======== Given information
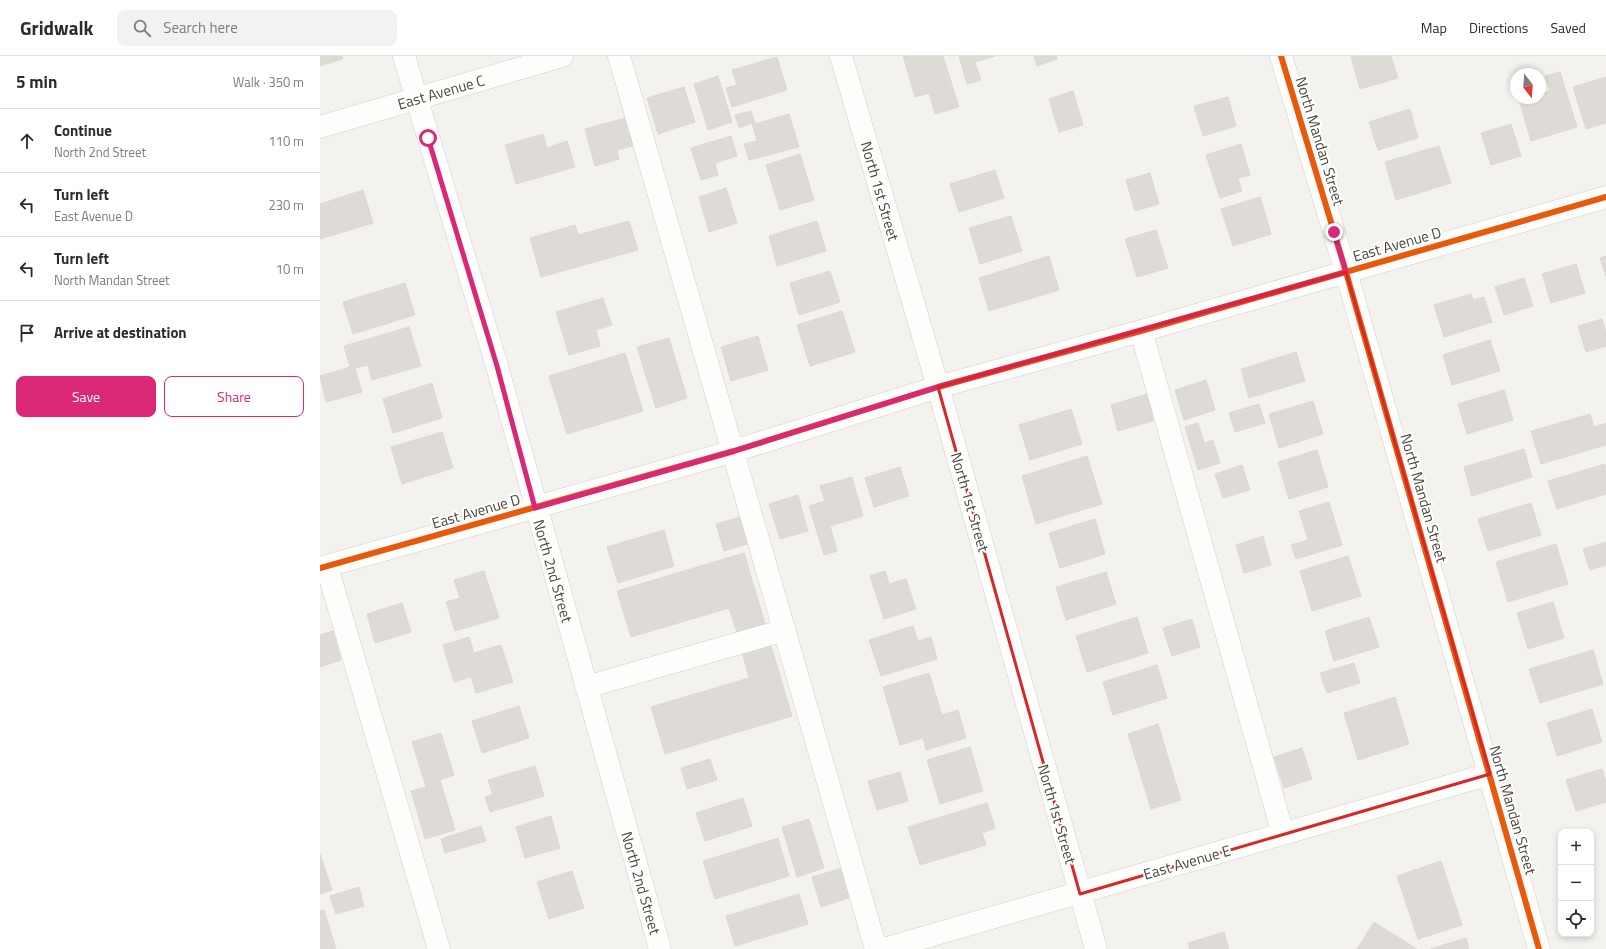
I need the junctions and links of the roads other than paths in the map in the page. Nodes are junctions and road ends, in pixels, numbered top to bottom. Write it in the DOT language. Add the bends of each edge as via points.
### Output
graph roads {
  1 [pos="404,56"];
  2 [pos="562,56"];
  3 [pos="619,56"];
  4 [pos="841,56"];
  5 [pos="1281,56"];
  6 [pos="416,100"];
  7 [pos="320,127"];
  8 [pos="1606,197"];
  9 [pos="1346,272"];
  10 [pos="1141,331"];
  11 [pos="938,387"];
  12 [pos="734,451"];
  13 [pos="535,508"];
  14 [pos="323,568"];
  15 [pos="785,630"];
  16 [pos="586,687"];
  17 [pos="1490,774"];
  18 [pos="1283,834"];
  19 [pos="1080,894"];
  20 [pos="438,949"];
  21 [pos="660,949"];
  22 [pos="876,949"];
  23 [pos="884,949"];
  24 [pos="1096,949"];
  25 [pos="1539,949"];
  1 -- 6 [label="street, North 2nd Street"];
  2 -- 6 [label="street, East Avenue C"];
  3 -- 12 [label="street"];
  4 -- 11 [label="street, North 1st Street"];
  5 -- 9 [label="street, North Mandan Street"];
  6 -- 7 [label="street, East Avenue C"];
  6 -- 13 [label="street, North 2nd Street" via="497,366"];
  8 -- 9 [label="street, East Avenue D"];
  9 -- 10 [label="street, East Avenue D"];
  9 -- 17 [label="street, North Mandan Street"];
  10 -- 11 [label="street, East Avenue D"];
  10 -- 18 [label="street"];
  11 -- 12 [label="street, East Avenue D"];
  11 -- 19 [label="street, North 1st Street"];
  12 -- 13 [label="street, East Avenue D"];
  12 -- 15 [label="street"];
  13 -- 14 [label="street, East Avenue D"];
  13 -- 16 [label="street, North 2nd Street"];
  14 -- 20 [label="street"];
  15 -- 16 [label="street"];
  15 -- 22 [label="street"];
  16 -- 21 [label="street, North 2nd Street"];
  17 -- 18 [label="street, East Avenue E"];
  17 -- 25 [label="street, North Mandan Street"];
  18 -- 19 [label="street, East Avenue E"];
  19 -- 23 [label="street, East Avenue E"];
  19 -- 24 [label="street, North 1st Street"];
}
================
-- Exercise details --
Before you finish, make sure every line above has been repeated exactly and no picture remains in the copy.

-- Response area --
I need the junctions and links of the roads other than paths in the map in the page. Nodes are junctions and road ends, in pixels, numbered top to bottom. Write it in the DOT language. Add the bends of each edge as via points.
### Output
graph roads {
  1 [pos="404,56"];
  2 [pos="562,56"];
  3 [pos="619,56"];
  4 [pos="841,56"];
  5 [pos="1281,56"];
  6 [pos="416,100"];
  7 [pos="320,127"];
  8 [pos="1606,197"];
  9 [pos="1346,272"];
  10 [pos="1141,331"];
  11 [pos="938,387"];
  12 [pos="734,451"];
  13 [pos="535,508"];
  14 [pos="323,568"];
  15 [pos="785,630"];
  16 [pos="586,687"];
  17 [pos="1490,774"];
  18 [pos="1283,834"];
  19 [pos="1080,894"];
  20 [pos="438,949"];
  21 [pos="660,949"];
  22 [pos="876,949"];
  23 [pos="884,949"];
  24 [pos="1096,949"];
  25 [pos="1539,949"];
  1 -- 6 [label="street, North 2nd Street"];
  2 -- 6 [label="street, East Avenue C"];
  3 -- 12 [label="street"];
  4 -- 11 [label="street, North 1st Street"];
  5 -- 9 [label="street, North Mandan Street"];
  6 -- 7 [label="street, East Avenue C"];
  6 -- 13 [label="street, North 2nd Street" via="497,366"];
  8 -- 9 [label="street, East Avenue D"];
  9 -- 10 [label="street, East Avenue D"];
  9 -- 17 [label="street, North Mandan Street"];
  10 -- 11 [label="street, East Avenue D"];
  10 -- 18 [label="street"];
  11 -- 12 [label="street, East Avenue D"];
  11 -- 19 [label="street, North 1st Street"];
  12 -- 13 [label="street, East Avenue D"];
  12 -- 15 [label="street"];
  13 -- 14 [label="street, East Avenue D"];
  13 -- 16 [label="street, North 2nd Street"];
  14 -- 20 [label="street"];
  15 -- 16 [label="street"];
  15 -- 22 [label="street"];
  16 -- 21 [label="street, North 2nd Street"];
  17 -- 18 [label="street, East Avenue E"];
  17 -- 25 [label="street, North Mandan Street"];
  18 -- 19 [label="street, East Avenue E"];
  19 -- 23 [label="street, East Avenue E"];
  19 -- 24 [label="street, North 1st Street"];
}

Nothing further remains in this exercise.